Few questions on features we're thinking about add...
# questions
p
Few questions on features we're thinking about adding that I wanted to discuss to hear if these are code smells or reasonable features • a "env fork" flag. i.e.
kedro run --from-nodes a,b,c --fork-from prod --env dev
which would read all the first reads from env prod and then everything else happens in env dev ◦ allows testing a part of the pipeline in your own space based on prod data without having to copy stuff over • alternatively a
kedro copy --datasets a,b,c --from prod --to dev
◦ same as above but manual first copy then normal kedro run afterwards •
kedro run --without-tags
-> Filter stuff out based on tags, inverse of
--tags
d
On the first one, why not define the datasets for dev env in
base
, and overwrite everything beyond the initial datasets in
prod
? Or you need more flexibility (like dynamically choosing which part to test from)? I guess exactly what you're asking for isn't possible right now, but another possibility (if the datasets are not structured so differently in dev and prod) is to define some variables based on env, rather than defining separate sets of conf.
👍🏼 1
n
I have similar opinion as @Deepyaman Dattafor the first two points For 3, maybe you can do this without change on CLI via the
pipeline.filter
API
p
not sure I get the comment from Deepyaman on 1)/2) tbh
n
Are you trying to read some data base on Prod config and others on Dev config?
^Deepyaman point is, you should be able to do this with Kedro Environment. This is exactly what the
base
environment do. To do this: 1.
base
(what you called dev) define the shared configuration 2.
prod
override necessary datasets. 3.
dev
(define the dataset that you need to read from Prod)
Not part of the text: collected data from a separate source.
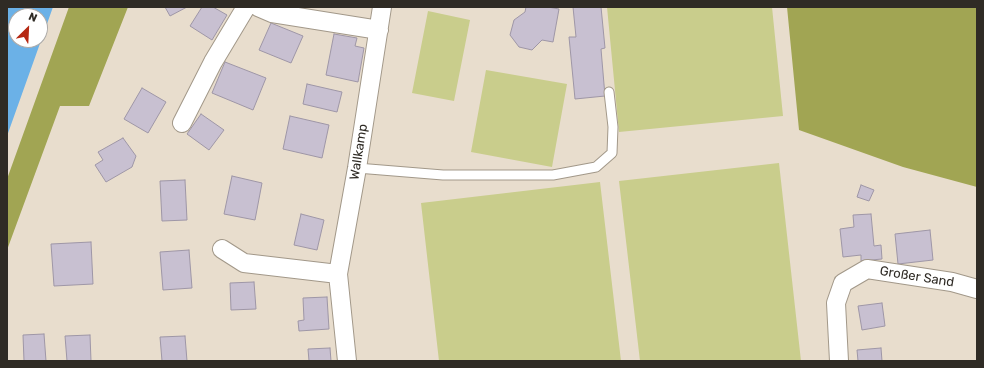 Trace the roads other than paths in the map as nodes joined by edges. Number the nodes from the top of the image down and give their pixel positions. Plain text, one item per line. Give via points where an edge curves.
1 (246, 7) edge
2 (258, 7) edge
3 (382, 7) edge
4 (379, 30) junction
5 (609, 92) dead end
6 (182, 123) dead end
7 (357, 168) junction
8 (222, 249) dead end
9 (338, 274) junction
10 (977, 289) edge
11 (347, 361) edge
12 (839, 361) edge

1 - 6 street via 213,62
2 - 4 street via 272,12
3 - 4 street, Wallkamp
4 - 7 street, Wallkamp
5 - 7 lane via 613,127 612,153 596,167 553,175 443,175
7 - 9 street, Wallkamp
8 - 9 street via 244,263
9 - 11 street, Wallkamp
10 - 12 street, Großer Sand via 952,282 867,269 843,283 836,303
If this is not what you are asking, can you give some example in a format like this
Copy code
# dev
a

# prod
b
and tell us what is the expected end result?
p
OK so we have
Copy code
base
local
prod
Almost everything is configured in
base
. Some of our data in
prod
sits in BigQuery instead of GCS but that's besides the point. Anyways, the paths for
base
are all local filepaths but
prod
is all GCS buckets. We want to run the pipeline E2E reading the entrypoints from
prod
but then executing the rest of the pipeline in the
base
environment (i.e. read entry data from prod, then keep running in our own env, just like a git fork)
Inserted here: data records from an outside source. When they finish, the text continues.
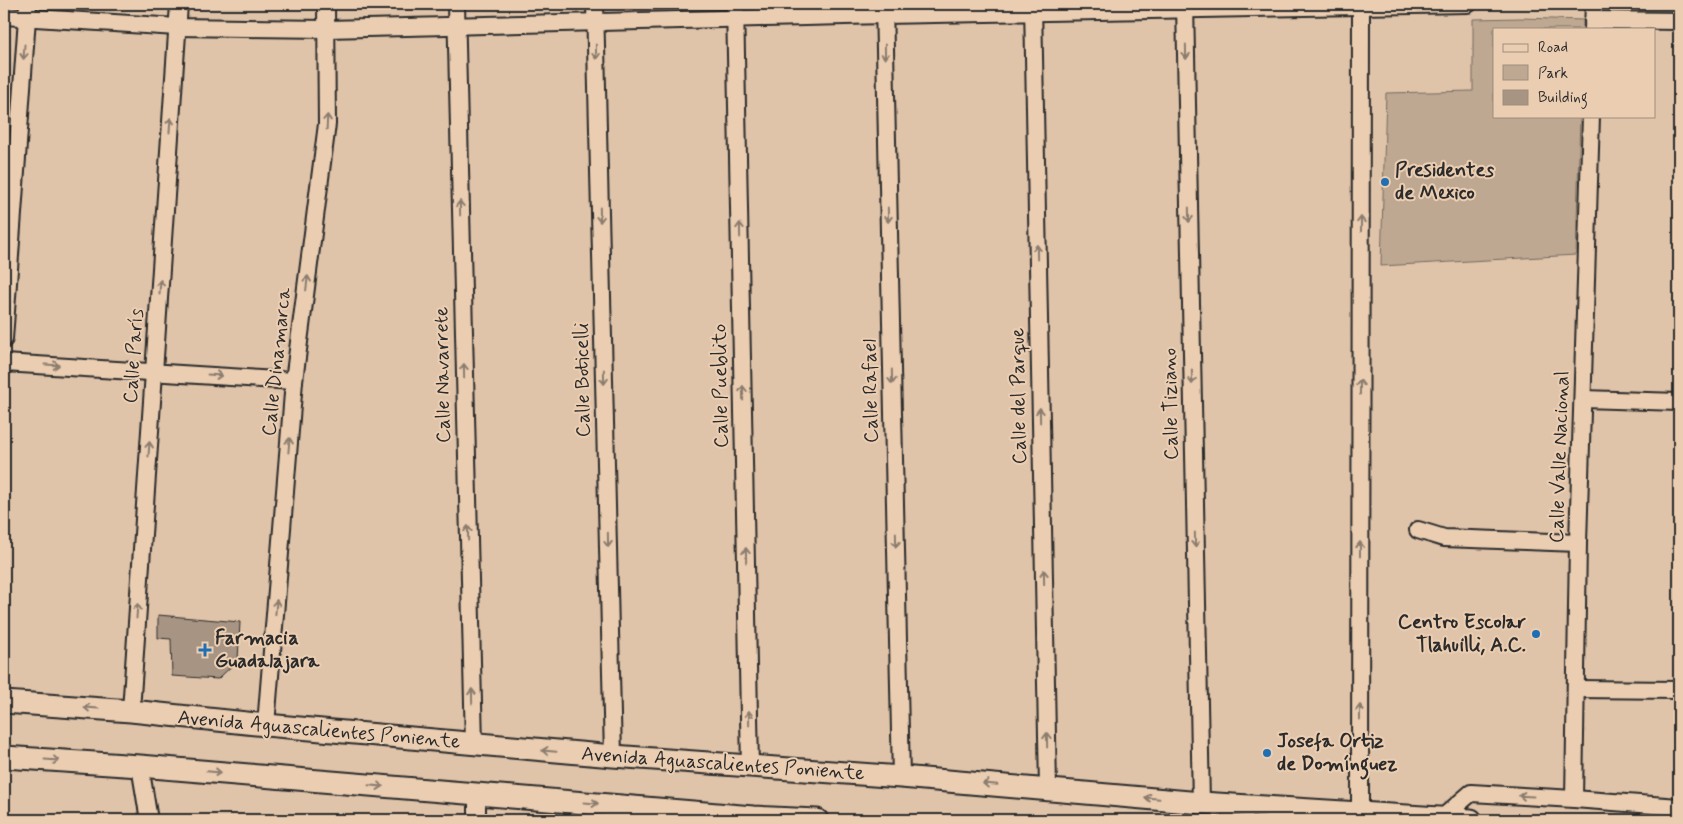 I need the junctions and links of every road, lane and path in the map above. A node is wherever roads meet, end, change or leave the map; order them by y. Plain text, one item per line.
1 (179, 4) edge
2 (326, 4) edge
3 (456, 4) edge
4 (595, 4) edge
5 (1468, 4) edge
6 (1361, 5) edge
7 (1185, 7) edge
8 (1033, 8) edge
9 (884, 9) edge
10 (27, 11) edge
11 (735, 11) edge
12 (4, 16) edge
13 (1593, 17) edge
14 (595, 21) junction
15 (1679, 22) edge
16 (456, 26) junction
17 (177, 27) junction
18 (327, 29) junction
19 (1591, 118) edge
20 (4, 339) edge
21 (4, 362) edge
22 (154, 371) junction
23 (294, 380) junction
24 (1584, 399) junction
25 (1679, 402) edge
26 (1418, 530) dead end
27 (1578, 543) junction
28 (1576, 689) junction
29 (1679, 690) edge
30 (4, 702) edge
31 (131, 711) junction
32 (266, 725) junction
33 (474, 744) junction
34 (614, 756) junction
35 (4, 757) edge
36 (140, 766) junction
37 (750, 767) junction
38 (901, 777) junction
39 (1048, 788) junction
40 (477, 795) junction
41 (1574, 799) junction
42 (1201, 802) junction
43 (1679, 807) edge
44 (618, 812) edge
45 (1360, 813) junction
46 (753, 818) edge
47 (1442, 818) junction
48 (149, 820) edge
49 (478, 820) edge
50 (817, 820) edge
51 (1471, 820) edge

1 - 17 street, Calle París
2 - 18 street, Calle Dinamarca
3 - 16 street, Calle Navarrete
4 - 14 street, Calle Boticelli
5 - 6 street
6 - 7 street
45 -> 6 street
7 - 8 street
7 -> 42 street, Calle Tiziano
8 - 9 street
39 -> 8 street, Calle del Parque
9 - 11 street
9 -> 38 street, Calle Rafael
10 - 12 street
10 - 17 street
10 -> 20 street
11 - 14 street
37 -> 11 street, Calle Pueblito
13 - 15 street
14 - 16 street
14 -> 34 street, Calle Boticelli
16 - 18 street
33 -> 16 street, Calle Navarrete
17 - 18 street
22 -> 17 street, Calle París
23 -> 18 street, Calle Dinamarca
19 - 24 street, Calle Valle Nacional
21 -> 22 street
22 -> 23 street
31 -> 22 street, Calle París
32 -> 23 street, Calle Dinamarca
24 - 25 street
24 - 27 street, Calle Valle Nacional
26 - 27 street
27 - 28 street, Calle Valle Nacional
28 - 29 street
28 - 41 street, Calle Valle Nacional
31 -> 30 main road, Avenida Aguascalientes Poniente
31 - 32 main road, Avenida Aguascalientes Poniente
32 - 33 main road, Avenida Aguascalientes Poniente
34 -> 33 main road, Avenida Aguascalientes Poniente
34 - 37 main road, Avenida Aguascalientes Poniente
35 -> 36 main road
36 -> 40 main road
36 - 48 street
37 - 38 main road, Avenida Aguascalientes Poniente
39 -> 38 main road, Avenida Aguascalientes Poniente
42 -> 39 main road, Avenida Aguascalientes Poniente
40 -> 44 main road
40 - 49 street
41 - 43 street
41 -> 47 street
42 - 45 main road, Avenida Aguascalientes Poniente
44 - 46 main road
45 - 47 main road, Avenida Aguascalientes Poniente
46 - 50 main road
47 - 51 main road, Avenida Aguascalientes Poniente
all our catalog paths follow something like
Copy code
datasetname:
  path: ${globals.base_path}/...
the base_path in prod is GCS buckets, in
base
it's
./data/
d
Do you always want to have the option of where to get data for a,b,c; or on a different test run maybe you want to fork f or x,y,z? If you want that level of flexibility, don't think it's possible as is.
n
So I'd translate this to, you have two sets of configuration (
prod
and
dev
). For any given run, you want the "input" data to get configuration from
prod
while the other goes to
dev
. For an intermediate dataset
dataset_b
, it could be read from
prod
or
dev
depending on which nodes you start from.
p
Yes the flexibility doesn't exist today, thus the Q if the feature is something that others have thought about or desired or if my need for it signals that we're doing something "wrong". We have our real data in prod. Sometimes we want to run a proper run with real data but not in prod but in another environment, e.g. a developer's cloud instance. Then we want to quickly/easily be able to say
Run the nodes X>Y>Z with real data but on my own machine, and take the first reads from Prod but then store any intermediate data on my own machine
E.g. no one has write rights to prod but everyone having read rights, this would be a way how everyone keeps working off the latest prod data without tripping over each other or overwriting each others' data
if we all run in
prod
using versioned kedro datasets, we may accidentally reach each others latest versions because we may be running in parallel. If we all have our own environments, we have to keep manually copy over intermediate results from prod to our respective machines to keep working off the latest data
d
I can see this being useful, sure. I can also see value in there being a different, more powerful approach (e.g. something akin to https://tobikodata.com/virtual-data-environments.html)
p
I like it 🤓 But that's a "major change" for me, the above is more of a "helps us where we need to get to this quarter" small feature
1000000 1
d
Oh yeah, that's a massive feature for sure 😛 Just throwing my own interests in the pool lol
Re your request, maybe @Nok Lam Chan or somebody else has thoughts, but I would suggest 1. raising an issue 2. trying to implement it in the short term by extending the CLI/with a hook (think this should be very doable, haven't actually tried looking at it though)
n
I'd actually like the direction of having a virtual data environment, but yes please raise an issue
p
yeah the virtual data env sounds slick! gonna drop issue